I miss the noisy Christmases with my brothers and sisters and cousins and the bright sunshine of the tropical lowlands, and the bright crisp light of the Baguio cloud forests. Christmas is loud in the Philippines, a contrast to the quiet, sedate New England Christmas with white candles in the windows.
This Christmas I went on a hunt for Queso de Bola, the sharp, almost crumbly cheese that appeared on my lola’s table at Christmas, along with a salty Chinese ham and myriad confections presented in bright red and yellow cellophane. I was a tiny child when I was first introduced to queso de bola, ensaimada, lechon, flan, and jamon.
I noticed a few years ago that the classic queso de bola was lost in translation here in the States. What was being sold at Christmas was a mild edam cheese, round and coated in wax.

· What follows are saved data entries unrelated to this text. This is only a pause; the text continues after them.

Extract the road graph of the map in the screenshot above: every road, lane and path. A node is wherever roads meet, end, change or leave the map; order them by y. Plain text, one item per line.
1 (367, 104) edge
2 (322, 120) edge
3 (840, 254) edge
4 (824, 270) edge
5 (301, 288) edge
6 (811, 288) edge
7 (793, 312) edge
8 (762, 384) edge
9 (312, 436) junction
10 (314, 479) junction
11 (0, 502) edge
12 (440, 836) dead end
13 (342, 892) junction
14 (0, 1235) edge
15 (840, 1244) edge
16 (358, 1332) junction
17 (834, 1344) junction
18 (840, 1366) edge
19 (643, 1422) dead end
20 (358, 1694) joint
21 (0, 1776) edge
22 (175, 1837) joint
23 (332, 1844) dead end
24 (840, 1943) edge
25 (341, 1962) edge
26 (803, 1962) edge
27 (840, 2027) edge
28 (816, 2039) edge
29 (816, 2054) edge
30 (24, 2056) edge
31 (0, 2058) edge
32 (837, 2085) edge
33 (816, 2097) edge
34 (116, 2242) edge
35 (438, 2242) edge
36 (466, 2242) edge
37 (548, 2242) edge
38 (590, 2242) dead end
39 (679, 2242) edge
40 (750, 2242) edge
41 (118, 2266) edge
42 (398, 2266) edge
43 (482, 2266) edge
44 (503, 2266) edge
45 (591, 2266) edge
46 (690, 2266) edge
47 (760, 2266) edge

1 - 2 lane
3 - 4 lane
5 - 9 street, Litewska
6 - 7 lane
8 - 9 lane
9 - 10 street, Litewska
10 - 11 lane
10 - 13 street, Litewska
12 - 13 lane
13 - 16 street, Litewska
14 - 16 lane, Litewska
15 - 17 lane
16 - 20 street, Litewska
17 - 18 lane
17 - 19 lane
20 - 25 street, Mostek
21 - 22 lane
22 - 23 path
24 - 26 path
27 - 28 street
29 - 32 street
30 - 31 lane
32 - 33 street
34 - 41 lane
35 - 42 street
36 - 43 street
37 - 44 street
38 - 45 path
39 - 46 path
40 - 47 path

As Christmas approached this need for Queso de Bola began to assert itself. I went for a hunt in New Bedford’s Portuguese markets, hoping that the shared international history of this old colonial power in the Far East (the spice trade, the colonies of Macau, Goa, and Timor) might have provided a queso de bola tradition. The same shared history had provided us with ensaimada and bacalau.
There were, indeed, quesos de bola everywhere we went. But they were not sharp or hard. Finally, in the last store, I shared my plight and the shopkeeper thoughfully disappeared into the back and came out with a large wheel of cheese. He said, “Sharp and Hard.” The cheese is called, “San Jorge” and is from the Azorean Islands. I ate a sliver. Home. That was the taste. We bought two pounds and brought it home. We also brought home perfect little flans.
My kids loved the extremely noisy California Christmases with uncles and aunties and cousins and running around outside and then going to the beach for a big walk. That is what they remember. In the midst of all this nostalgia for things past, I realize that this New Bedford will be their memory too, so great effort are made to be jolly. We string the house up with colored lights, play Christmas carols day and night. It isn’t easy, being part of the diaspora. One makes it up as one goes along; grabbing from what is available to come up with something that resembles what is missing from far away.
On Christmas Day, we have a Filipino breakfast. Ensaimada, pan de sal, longanisa and tapa for the carnivores. We have otap, pastillas de leche. We hang the parol that my family in Manila sent us. These are little tastes of the Philippines. These small treats have shaped the childhood of my kids and filled them with fond associations for the Perla del Mar de Oriente.